South Korean companies are no exception to this trend. The Beijing office of the Korea Institute for Industrial Economics & Trade (KIET) stated in its '2025 Survey on the Business Environment of Korean Companies in China' published in January: "9.7% of responding companies projected completely exiting their China operations within the next five years, while 20.9% anticipated scaling down." Responding firms cited intensifying local competition in China, sluggish domestic demand, and supply chain disruptions stemmed from U.S.-China tensions as the primary causes of their declining revenue in 2025.
Instead, relocation to Southeast Asian nations—including Vietnam, Thailand, and Indonesia—is accelerating.
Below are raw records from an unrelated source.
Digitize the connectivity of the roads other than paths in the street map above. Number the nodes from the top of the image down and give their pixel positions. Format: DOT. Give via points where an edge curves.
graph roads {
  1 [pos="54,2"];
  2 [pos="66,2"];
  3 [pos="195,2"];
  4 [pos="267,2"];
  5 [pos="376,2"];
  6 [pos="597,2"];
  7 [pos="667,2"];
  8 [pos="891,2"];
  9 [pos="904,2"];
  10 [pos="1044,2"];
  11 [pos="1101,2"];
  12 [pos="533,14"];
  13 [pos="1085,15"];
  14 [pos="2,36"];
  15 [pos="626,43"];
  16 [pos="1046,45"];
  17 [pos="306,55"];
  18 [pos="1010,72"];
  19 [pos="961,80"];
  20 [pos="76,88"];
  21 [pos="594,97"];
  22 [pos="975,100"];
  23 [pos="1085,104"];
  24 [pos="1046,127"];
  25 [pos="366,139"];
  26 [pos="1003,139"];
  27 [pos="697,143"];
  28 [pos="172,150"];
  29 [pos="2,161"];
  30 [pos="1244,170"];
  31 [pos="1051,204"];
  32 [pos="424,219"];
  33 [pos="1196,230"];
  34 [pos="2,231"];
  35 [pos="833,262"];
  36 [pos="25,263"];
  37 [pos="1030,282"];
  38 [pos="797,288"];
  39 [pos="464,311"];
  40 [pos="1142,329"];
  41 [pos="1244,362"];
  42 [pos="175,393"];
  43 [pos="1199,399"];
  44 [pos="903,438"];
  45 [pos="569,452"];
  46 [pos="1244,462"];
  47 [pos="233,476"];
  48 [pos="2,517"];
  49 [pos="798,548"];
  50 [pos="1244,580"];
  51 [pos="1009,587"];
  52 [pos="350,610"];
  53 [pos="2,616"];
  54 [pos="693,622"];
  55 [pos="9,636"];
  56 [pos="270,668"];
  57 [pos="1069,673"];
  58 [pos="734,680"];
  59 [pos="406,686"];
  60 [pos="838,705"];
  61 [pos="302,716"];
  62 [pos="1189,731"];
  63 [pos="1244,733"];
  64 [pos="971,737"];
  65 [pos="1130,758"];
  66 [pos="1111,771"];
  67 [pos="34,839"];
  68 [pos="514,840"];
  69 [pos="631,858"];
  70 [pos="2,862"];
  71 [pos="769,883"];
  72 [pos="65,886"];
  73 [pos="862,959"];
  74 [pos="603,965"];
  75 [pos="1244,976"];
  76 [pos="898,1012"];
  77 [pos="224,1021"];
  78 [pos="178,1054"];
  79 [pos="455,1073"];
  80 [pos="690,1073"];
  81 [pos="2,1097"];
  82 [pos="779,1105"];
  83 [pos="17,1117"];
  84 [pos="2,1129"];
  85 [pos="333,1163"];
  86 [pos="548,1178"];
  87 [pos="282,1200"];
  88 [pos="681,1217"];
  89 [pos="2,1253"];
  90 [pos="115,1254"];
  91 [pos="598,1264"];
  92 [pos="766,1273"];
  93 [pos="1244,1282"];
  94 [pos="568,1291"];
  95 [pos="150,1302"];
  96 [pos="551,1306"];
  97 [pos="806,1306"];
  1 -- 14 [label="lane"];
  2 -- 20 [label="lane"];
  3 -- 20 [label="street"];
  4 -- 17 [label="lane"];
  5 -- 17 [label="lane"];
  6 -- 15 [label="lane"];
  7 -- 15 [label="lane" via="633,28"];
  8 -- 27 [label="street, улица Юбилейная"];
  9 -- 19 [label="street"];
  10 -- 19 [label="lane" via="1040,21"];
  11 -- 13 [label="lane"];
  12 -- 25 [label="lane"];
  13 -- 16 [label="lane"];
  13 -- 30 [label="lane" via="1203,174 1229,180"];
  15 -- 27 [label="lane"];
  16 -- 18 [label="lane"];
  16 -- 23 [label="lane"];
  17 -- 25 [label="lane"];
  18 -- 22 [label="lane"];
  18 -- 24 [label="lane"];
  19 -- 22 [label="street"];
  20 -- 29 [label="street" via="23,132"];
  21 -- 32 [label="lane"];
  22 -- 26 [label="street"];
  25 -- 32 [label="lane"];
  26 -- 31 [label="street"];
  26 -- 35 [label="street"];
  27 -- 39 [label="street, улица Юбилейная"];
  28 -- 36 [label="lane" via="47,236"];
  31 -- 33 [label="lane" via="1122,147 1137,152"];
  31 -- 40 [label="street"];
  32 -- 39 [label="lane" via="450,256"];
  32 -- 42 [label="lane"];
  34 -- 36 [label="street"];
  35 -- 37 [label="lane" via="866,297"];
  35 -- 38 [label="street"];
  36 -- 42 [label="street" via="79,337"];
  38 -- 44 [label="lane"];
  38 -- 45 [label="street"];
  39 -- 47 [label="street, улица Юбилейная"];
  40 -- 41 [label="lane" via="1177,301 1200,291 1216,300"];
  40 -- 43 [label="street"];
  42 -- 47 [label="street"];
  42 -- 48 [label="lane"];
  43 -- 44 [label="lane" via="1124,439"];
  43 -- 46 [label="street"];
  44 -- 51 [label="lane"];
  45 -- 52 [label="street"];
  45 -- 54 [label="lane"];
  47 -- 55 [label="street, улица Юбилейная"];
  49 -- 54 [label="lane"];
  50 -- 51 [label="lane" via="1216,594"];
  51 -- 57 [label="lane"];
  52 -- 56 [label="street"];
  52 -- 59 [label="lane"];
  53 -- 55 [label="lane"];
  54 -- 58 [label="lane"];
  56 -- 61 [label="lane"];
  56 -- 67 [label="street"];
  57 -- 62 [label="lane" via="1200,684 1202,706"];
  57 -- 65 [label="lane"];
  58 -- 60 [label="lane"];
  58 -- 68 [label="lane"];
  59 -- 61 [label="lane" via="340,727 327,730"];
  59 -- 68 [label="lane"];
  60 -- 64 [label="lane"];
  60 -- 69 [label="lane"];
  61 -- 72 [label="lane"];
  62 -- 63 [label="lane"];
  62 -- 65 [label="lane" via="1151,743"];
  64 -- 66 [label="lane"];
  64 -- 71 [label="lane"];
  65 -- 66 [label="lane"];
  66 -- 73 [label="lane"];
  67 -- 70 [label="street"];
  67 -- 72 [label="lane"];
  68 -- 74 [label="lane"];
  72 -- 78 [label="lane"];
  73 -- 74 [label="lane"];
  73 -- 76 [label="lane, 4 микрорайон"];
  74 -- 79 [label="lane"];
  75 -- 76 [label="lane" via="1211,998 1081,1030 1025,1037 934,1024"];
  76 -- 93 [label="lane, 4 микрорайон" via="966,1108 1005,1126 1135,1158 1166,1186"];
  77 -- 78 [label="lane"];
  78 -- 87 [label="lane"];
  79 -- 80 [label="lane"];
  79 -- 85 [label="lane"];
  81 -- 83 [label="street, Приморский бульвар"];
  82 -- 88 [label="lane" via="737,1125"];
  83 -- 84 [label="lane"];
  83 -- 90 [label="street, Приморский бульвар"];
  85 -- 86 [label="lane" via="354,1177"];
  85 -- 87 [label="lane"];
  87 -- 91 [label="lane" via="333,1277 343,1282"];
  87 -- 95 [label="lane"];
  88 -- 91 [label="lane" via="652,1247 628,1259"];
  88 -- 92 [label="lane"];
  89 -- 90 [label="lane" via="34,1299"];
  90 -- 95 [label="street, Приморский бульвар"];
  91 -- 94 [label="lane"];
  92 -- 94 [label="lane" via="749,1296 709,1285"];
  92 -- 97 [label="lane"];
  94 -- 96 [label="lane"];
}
Foreign investment into Southeast Asia surged by 70% over five years to reach $230 billion in 2023, and this upward trajectory continues well into 2026.
[Where the Capital is Heading: Malaysia, Japan, and India Emerge as New Destinations]
The reallocation path of funds recovered from China by global PE firms and multinational corporations is clear: they are concentrating on Asian nations characterized by high political stability and immense growth potential for AI infrastructure demand.
Headquartered in Singapore, PDG currently operates more than 20 data centers across China, Singapore, India, Indonesia, Malaysia, South Korea, and Japan. Instead of maintaining its Chinese assets, it is funneling billions of dollars of new capital into Indonesia.
KKR led a consortium to acquire Singapore-based STT GDC for $5.2 billion, while Blackstone and the Canada Pension Plan Investment Board (CPPIB) acquired Australia's AirTrunk for $16.1 billion in 2024. All of these players have chosen to expand investments in Asia-Pacific digital infrastructure outside of China.
The same holds true for the manufacturing sector. Foreign direct investment into Southeast Asia has increased exponentially over the past five years, with Vietnam, Malaysia, Indonesia, Thailand, and India emerging as the primary alternatives for capital fleeing China.